» Input data
######

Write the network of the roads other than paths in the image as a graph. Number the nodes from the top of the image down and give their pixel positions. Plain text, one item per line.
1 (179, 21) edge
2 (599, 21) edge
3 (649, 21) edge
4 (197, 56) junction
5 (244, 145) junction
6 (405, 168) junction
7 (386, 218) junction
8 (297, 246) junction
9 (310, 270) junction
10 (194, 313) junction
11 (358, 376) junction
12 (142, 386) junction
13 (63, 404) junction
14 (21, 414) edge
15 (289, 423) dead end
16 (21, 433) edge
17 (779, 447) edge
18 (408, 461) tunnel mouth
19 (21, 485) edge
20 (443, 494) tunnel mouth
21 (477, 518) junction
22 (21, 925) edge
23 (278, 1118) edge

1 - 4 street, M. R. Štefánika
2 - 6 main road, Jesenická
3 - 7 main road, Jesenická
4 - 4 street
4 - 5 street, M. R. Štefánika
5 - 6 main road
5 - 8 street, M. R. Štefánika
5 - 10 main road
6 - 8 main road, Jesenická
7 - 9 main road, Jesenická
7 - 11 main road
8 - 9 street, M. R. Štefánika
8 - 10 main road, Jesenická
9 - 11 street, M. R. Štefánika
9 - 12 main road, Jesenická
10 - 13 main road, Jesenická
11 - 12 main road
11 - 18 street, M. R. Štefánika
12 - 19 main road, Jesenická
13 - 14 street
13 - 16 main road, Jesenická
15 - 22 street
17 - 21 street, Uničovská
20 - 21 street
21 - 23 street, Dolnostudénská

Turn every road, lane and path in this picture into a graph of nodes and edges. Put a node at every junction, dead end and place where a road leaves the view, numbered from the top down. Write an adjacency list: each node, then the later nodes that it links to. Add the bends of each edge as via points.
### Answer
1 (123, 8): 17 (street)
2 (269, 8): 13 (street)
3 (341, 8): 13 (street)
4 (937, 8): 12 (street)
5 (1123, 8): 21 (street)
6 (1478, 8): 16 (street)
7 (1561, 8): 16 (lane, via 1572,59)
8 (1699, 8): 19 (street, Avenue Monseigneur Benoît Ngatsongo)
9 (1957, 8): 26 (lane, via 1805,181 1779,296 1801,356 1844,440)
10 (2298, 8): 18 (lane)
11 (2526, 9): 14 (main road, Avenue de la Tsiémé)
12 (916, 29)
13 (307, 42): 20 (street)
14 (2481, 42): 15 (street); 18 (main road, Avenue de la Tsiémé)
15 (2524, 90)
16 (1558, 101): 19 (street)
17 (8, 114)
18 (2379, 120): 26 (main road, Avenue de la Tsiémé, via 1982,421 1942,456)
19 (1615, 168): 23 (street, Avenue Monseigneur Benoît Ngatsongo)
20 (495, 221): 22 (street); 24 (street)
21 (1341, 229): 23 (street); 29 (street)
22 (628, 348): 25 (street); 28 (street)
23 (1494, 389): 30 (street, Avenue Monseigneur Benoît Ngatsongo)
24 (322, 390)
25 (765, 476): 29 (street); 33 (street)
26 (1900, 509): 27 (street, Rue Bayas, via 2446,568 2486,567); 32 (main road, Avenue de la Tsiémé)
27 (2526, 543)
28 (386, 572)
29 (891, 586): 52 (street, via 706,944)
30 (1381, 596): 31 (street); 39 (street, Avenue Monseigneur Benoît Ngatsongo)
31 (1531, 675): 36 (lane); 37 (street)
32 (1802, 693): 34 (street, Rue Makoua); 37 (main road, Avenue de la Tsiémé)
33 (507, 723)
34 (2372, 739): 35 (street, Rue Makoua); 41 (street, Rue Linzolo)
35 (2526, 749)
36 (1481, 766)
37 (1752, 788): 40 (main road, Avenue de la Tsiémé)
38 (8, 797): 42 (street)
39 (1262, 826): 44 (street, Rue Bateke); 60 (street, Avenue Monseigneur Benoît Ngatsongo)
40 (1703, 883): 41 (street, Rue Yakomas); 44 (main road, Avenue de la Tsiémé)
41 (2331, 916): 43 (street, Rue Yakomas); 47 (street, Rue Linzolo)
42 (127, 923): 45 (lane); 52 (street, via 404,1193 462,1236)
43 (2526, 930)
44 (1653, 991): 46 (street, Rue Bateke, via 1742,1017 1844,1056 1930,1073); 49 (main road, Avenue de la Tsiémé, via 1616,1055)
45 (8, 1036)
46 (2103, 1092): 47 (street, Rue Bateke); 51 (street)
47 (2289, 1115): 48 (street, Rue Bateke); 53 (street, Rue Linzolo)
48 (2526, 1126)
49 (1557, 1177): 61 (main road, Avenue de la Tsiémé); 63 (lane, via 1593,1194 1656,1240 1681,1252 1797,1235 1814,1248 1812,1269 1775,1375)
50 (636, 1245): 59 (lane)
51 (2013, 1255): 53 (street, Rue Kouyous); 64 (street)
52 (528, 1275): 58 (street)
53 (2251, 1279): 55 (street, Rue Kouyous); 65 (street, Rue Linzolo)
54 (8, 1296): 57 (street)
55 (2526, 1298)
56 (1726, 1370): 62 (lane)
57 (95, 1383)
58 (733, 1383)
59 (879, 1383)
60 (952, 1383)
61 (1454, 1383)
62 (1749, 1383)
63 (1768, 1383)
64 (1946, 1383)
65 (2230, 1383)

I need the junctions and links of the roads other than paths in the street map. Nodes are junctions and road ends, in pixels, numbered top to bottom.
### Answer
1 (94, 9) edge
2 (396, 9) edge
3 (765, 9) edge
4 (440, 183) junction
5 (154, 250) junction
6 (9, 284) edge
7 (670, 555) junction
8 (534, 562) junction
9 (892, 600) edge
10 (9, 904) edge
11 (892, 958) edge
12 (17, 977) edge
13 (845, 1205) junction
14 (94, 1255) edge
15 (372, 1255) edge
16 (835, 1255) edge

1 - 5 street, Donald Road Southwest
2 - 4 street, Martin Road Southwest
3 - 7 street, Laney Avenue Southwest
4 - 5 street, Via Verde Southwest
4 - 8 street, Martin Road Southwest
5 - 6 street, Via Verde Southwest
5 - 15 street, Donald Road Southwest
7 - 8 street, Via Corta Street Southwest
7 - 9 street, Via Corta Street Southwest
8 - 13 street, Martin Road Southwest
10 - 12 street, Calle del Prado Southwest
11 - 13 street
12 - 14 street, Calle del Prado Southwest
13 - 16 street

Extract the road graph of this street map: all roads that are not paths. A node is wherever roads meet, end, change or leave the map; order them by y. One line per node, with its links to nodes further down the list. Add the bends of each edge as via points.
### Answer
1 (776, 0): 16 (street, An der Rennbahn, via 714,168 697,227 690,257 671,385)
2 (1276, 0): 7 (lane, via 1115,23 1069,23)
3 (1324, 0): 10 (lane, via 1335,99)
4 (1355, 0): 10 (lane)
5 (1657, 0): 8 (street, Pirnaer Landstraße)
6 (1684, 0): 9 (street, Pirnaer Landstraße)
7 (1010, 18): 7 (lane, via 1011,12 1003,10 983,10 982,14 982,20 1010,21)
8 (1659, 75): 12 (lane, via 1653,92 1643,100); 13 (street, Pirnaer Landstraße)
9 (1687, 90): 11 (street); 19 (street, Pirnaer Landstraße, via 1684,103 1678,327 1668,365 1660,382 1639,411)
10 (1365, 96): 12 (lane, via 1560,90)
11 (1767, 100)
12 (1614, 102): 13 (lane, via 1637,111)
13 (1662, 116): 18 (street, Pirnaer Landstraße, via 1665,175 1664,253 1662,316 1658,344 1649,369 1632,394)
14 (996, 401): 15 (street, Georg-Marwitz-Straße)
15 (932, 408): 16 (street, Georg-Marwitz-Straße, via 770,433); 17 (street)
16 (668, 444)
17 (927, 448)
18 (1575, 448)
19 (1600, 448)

######

» Problem details
Search the listing for the word "Donald". Copy every line in which it occurs.

» Reply to the exercise
1 - 5 street, Donald Road Southwest
5 - 15 street, Donald Road Southwest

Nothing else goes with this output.